The Radio 2 Folk Awards at the Royal Albert Hall were a glowing tribute to the hard work, high quality and rising success of the current British Folk Music scene.
I first started listening to the Folk Show with Mike Harding on my drive home from Wednesday night yoga classes back in 2002. By the time Mark Radcliffe took the reigns, I was ready to become a fully-fledged convert. Since then, I’ve started to build my own small collection of folk music albums and it was a great privilege to be in the presence of so many artists who have spent their lives immersed in the tradition of folk music for the sheer love of it over numerous decades right up to the present day. It also felt exciting to be standing on the cusp of a new era in British folk music – as the highly talented youth emerge, and everyone young-and-old plays their part in bringing it to wider and more diverse audiences.
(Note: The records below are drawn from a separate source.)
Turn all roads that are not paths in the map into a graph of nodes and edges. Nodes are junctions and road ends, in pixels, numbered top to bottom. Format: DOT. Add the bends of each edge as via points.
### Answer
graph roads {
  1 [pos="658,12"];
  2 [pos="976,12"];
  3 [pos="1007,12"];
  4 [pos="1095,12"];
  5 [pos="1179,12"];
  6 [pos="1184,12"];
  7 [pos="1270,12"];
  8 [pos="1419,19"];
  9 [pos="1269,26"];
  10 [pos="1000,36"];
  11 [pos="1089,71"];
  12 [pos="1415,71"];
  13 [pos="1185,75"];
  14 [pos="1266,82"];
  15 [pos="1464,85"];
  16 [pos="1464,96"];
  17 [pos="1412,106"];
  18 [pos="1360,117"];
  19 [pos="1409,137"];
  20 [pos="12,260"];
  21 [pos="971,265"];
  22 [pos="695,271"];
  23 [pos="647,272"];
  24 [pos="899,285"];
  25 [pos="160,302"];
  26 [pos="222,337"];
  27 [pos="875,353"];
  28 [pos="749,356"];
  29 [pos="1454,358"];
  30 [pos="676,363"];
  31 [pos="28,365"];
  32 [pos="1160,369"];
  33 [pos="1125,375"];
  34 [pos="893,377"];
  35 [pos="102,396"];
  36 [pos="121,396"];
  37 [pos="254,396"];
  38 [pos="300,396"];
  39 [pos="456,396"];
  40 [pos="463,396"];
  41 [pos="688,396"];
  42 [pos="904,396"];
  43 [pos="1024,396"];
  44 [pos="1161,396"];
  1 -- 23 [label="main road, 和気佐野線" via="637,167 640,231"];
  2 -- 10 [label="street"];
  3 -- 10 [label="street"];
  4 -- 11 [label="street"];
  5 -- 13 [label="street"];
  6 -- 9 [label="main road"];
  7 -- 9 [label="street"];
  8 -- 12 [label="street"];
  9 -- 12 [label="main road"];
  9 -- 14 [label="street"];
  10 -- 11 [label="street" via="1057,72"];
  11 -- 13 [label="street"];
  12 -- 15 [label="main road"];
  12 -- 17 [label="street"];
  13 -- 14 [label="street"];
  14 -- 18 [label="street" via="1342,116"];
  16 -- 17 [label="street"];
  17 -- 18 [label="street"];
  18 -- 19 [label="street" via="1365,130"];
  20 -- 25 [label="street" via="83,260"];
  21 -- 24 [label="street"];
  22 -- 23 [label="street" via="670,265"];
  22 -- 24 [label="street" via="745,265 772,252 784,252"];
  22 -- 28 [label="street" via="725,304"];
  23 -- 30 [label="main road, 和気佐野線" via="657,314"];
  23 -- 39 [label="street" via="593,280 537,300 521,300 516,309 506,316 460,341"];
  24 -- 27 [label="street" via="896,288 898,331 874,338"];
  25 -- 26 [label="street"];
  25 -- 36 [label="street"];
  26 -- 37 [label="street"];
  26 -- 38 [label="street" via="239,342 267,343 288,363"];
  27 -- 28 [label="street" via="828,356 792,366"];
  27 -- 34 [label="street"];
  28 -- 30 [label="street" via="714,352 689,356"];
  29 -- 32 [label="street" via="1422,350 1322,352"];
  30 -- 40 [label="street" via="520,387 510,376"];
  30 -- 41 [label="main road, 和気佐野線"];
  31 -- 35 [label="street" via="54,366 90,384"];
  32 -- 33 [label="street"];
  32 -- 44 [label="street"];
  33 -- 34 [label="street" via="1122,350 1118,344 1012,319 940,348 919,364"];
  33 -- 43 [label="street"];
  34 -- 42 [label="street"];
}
It’s growing, from the roots up.
Folk music provides us with a connection to our roots: the music, songs and dance in our folk tradition carry the stories of our cultural heritage. They bring us into contact with the tales of our ancestors, our own past, and shape our consciousness and our present self-identity. They can be very localised, individual or collective.
Yesterday evening, I was excited to hear the Cornish group Fisherman’s Friends singing sea shanties that I’ve sung myself at the Wassail in my tiny village in Sussex led by my local Morris side, the Long Man Morris. Several songs from the Long Man’s collection also appear reworked in belting contemporary style on Bellowhead’s Broadside album.
I value the folk music scene for the sense of belonging it creates, and the traditions it holds at its heart – traditions that are brought alive and that we become part of every time we listen to the music or watch a traditional dance. Though it’s even better if we take part!
I love the quality musicianship, particularly the sound of the fiddle that can create so many moods from foot-stomping dance to aching tragic loss – and how each of these stories is played out musically and lyrically in folk songs originating from the earliest known memories to the most modern singer-songwriters. Last year I particularly enjoyed Karine Polwart’s album Traces for the quality of her storytelling, and this year Seth Lakeman has just released Word of Mouth, his collection of songs written from people’s stories he has collected himself in conversations.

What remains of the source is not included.